Parkinson disease effects close to 1 million individuals in the United States. Every year about 60,000 Americans are diagnosed with Parkinson each year. Making this brain disease a close contender to Alzheimer’s, ranking in 2nd for the most common brain disease in adults aged 50 and older. For this fact, many people can confuse the two as they are both brain disease with similar symptoms. What many don’t realize is that they are very different disease and each person effected by Parkinson’s Disease all have very different symptoms. In this blog we will help you break down what is Parkinson’s disease and common misconceptions people have around the disease.

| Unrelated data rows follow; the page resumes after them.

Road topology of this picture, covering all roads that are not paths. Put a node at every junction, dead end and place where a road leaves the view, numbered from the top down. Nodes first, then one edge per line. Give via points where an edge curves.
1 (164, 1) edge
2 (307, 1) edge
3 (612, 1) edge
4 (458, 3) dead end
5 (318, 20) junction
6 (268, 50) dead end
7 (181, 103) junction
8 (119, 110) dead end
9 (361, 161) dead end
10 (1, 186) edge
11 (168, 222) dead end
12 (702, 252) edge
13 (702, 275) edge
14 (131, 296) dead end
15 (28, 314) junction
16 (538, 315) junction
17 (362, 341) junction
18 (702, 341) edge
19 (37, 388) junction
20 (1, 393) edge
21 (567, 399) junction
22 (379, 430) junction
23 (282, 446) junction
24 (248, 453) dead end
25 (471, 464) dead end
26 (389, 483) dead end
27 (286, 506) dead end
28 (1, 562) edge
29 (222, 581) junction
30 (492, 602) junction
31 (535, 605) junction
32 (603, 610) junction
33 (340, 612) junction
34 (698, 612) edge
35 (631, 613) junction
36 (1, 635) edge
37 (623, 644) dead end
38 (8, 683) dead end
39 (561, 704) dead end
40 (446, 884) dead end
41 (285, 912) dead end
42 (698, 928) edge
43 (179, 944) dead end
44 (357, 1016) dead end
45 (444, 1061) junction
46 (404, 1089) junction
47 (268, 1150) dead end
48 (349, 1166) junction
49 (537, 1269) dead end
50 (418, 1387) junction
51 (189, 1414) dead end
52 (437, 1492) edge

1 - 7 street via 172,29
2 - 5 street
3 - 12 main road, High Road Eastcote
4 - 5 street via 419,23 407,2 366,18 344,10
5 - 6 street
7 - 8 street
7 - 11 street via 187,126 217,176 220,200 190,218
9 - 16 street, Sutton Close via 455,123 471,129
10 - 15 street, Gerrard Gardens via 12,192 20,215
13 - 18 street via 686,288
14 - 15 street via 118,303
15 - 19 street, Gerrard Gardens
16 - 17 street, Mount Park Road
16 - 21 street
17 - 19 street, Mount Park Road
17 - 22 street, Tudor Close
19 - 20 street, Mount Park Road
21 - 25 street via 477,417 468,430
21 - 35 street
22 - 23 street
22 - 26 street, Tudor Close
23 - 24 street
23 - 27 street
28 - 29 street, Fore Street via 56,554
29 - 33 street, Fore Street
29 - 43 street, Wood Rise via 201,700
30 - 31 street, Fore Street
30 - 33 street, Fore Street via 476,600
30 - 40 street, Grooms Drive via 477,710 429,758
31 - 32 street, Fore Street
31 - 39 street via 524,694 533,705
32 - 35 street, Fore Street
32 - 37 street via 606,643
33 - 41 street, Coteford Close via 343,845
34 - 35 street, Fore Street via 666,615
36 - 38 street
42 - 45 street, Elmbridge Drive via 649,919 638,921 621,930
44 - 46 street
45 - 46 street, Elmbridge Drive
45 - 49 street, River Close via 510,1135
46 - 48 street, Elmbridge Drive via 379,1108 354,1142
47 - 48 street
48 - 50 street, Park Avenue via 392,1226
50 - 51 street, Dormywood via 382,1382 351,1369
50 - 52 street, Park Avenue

A common symptom of Parkinson’s Disease according to Parkinsons.org are tremors. This disease is categorized as a movement disorder Bradykinesia, the slowness in movement plus either tremor or stiffness must be present for a PD diagnosis to be considered.” . What doctors believe that causes an individual to have problems with these are the dopamine in our brain. The dopamine is responsible for controlling movement, emotional responses and the ability to feel pleasure and pain. With PD the brain cells that create dopamine are impaired and damaged, leading your brain to stop producing dopamine cells. (Parkinsons.org)
In addition to movement symptoms Parkinson’s disease has many symptoms that can affect a person health and may be the first signs you may notice. Here is a list of some important non-motor symptoms in an individual with Parkinson’s Disease (Parkinson.org):
- Loss sense of smell
- Difficulty swallowing or excessive salvation
- Slowed, quieter speech, and monotone voice
- Cognitive changes: problems with attention, language, memory loss or even dementia
- Hallucinations and delusions
- Sleep disorders: such as insomnia, excessive daytime sleepiness or vivid dreams
- Mood disorders: such as depression, anxiety, apathy and irritability
There is no standard treatment for Parkinson’s disease (PD). Treatment for each person with Parkinson’s is based on his or her symptoms.
Treatments include medication, which can’t and won’t stop the symptoms but will ease the symptoms you are going through so you can continue living comfortably. Surgical therapy is also an option and only given when medication have not helped with any symptoms. Other treatments include lifestyle changes, like getting more rest, diet and nutrition and exercise.
These treatments are not in any way cures for the disease as there are many contributing factors that causes PD, two being genetics and environmental stress. With PD there is no clear exposure we can point to the disease, but as genetics research advances and progresses throughout the future, we can only hope that we can uncover treatment break through.